**Problem description**
In the listing that follows, count the lines that include "joint", and answer with the total alone.

**Recorded information**

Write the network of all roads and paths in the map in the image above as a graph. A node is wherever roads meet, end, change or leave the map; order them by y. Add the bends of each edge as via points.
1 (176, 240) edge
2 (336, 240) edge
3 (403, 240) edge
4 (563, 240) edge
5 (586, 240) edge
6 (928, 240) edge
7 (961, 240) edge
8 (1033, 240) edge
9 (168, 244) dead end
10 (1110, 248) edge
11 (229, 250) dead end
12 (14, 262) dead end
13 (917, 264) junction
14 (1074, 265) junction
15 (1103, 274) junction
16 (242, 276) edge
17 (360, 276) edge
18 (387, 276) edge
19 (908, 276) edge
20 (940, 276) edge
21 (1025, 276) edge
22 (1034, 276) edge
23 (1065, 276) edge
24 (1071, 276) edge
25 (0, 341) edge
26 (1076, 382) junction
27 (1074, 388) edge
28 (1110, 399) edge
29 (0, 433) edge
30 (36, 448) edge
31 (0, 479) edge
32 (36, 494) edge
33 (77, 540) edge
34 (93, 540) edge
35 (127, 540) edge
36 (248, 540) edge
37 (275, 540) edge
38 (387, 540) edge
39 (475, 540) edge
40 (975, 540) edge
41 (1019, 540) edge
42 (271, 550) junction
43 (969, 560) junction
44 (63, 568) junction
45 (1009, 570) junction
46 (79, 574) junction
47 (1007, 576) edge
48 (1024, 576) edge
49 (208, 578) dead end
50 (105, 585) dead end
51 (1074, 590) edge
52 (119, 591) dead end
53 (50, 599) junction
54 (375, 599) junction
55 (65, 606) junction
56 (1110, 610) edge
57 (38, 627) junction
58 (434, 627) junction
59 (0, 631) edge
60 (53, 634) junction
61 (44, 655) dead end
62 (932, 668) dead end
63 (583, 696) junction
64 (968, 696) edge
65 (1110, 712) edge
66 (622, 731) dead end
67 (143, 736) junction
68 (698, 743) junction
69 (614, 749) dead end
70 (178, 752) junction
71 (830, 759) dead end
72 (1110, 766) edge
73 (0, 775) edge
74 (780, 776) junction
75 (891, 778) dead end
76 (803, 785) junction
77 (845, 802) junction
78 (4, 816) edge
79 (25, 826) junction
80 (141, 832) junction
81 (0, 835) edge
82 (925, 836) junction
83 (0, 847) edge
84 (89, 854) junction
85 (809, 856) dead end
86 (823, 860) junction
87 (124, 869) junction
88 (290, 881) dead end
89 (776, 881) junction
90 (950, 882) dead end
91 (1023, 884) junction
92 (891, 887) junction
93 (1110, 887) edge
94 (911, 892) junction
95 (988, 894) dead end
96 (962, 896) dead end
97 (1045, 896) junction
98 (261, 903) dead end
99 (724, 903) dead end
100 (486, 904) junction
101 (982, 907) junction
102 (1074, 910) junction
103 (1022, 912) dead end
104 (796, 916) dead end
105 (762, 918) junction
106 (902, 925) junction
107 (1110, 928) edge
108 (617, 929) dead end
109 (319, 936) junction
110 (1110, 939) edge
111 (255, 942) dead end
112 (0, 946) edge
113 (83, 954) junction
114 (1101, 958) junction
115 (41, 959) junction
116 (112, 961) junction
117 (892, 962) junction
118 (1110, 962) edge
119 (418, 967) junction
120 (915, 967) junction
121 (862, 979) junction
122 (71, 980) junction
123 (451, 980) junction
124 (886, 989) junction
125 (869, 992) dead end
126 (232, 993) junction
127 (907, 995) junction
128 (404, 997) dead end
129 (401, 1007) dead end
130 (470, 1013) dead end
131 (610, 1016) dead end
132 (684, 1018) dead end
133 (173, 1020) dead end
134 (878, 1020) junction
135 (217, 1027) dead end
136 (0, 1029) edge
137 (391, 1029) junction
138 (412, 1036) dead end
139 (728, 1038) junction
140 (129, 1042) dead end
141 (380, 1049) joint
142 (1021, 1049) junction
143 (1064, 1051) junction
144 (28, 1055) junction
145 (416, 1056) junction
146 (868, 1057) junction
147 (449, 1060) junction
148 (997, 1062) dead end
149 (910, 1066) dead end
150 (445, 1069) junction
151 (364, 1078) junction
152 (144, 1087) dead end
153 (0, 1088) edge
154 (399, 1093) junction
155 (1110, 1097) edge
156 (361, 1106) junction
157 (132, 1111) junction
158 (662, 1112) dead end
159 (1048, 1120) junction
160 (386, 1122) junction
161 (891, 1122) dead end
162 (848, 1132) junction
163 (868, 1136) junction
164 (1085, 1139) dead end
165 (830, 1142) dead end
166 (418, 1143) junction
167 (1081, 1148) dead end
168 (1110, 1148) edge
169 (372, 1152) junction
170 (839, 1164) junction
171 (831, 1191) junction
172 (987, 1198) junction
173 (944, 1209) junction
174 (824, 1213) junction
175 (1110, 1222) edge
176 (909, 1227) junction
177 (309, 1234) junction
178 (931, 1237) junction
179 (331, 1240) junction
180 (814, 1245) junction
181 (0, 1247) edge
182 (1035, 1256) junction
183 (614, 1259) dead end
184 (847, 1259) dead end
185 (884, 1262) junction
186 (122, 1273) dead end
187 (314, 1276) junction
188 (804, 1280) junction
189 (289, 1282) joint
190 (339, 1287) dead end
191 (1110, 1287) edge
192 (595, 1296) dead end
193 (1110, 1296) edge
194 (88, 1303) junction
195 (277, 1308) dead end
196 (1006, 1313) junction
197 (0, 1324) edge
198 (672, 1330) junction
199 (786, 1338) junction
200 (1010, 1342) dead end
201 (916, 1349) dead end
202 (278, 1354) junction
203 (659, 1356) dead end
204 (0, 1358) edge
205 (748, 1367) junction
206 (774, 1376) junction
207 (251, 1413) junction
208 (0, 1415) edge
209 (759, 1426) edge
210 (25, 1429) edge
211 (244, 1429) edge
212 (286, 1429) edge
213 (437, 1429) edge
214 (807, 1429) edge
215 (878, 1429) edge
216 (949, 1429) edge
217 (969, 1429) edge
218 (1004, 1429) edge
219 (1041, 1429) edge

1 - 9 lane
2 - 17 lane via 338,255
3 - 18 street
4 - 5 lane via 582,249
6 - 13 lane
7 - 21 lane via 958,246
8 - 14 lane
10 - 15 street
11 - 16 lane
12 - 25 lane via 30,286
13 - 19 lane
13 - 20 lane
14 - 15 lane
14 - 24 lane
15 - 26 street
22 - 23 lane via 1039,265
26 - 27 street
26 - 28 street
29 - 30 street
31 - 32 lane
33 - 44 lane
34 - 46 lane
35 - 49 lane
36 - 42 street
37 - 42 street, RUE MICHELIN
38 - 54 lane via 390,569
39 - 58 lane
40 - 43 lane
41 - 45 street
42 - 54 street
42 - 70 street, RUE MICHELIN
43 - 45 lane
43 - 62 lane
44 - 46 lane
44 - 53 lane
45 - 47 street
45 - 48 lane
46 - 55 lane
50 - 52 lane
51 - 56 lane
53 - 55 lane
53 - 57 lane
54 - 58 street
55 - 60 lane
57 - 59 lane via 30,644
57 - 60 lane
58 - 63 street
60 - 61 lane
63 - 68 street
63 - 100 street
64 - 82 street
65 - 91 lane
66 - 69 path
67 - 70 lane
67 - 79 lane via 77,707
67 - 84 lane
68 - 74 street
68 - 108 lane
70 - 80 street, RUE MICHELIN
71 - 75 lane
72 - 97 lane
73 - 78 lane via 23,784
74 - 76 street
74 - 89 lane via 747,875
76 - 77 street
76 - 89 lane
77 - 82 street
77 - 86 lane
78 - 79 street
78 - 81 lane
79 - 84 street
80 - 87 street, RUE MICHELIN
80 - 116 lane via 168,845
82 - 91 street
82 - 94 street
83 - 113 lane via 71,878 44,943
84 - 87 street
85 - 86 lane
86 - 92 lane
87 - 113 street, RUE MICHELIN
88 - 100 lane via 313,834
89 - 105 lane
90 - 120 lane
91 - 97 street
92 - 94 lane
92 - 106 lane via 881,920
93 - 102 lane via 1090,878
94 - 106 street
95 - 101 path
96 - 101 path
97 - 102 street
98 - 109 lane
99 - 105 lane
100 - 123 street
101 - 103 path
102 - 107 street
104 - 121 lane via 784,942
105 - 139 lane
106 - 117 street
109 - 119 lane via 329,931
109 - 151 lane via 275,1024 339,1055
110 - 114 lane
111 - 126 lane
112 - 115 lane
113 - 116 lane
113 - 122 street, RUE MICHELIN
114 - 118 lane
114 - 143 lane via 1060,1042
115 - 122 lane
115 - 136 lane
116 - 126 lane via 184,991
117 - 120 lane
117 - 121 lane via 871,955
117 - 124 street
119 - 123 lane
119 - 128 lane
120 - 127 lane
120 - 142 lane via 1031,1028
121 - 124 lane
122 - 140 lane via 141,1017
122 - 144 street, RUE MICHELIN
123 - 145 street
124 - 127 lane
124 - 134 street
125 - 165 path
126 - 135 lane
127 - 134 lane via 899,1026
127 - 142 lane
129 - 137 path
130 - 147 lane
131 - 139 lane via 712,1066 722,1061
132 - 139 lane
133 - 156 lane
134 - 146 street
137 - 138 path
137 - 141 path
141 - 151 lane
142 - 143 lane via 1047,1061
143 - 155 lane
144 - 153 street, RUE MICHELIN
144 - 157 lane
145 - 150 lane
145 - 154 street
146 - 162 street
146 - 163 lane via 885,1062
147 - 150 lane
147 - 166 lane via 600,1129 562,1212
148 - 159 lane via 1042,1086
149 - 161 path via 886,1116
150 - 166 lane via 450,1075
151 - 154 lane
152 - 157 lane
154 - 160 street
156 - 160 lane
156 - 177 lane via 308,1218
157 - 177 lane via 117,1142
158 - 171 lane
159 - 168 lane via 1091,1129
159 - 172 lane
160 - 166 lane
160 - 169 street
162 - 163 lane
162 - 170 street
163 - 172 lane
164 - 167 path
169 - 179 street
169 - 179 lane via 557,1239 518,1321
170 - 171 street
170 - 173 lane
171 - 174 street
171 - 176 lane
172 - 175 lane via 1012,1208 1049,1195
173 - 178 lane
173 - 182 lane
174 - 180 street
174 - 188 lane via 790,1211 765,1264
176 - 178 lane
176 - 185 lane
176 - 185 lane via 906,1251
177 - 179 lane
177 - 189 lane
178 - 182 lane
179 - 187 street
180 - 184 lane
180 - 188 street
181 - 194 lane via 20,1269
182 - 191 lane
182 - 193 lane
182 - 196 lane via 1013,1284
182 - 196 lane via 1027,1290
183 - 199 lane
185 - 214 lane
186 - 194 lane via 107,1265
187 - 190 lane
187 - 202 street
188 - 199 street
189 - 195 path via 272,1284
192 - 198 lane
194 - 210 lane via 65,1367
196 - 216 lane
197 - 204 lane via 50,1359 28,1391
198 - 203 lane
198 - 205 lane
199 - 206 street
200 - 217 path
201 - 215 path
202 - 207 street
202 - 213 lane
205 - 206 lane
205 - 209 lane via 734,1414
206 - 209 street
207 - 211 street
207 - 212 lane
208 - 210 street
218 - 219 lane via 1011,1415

**Task result**
2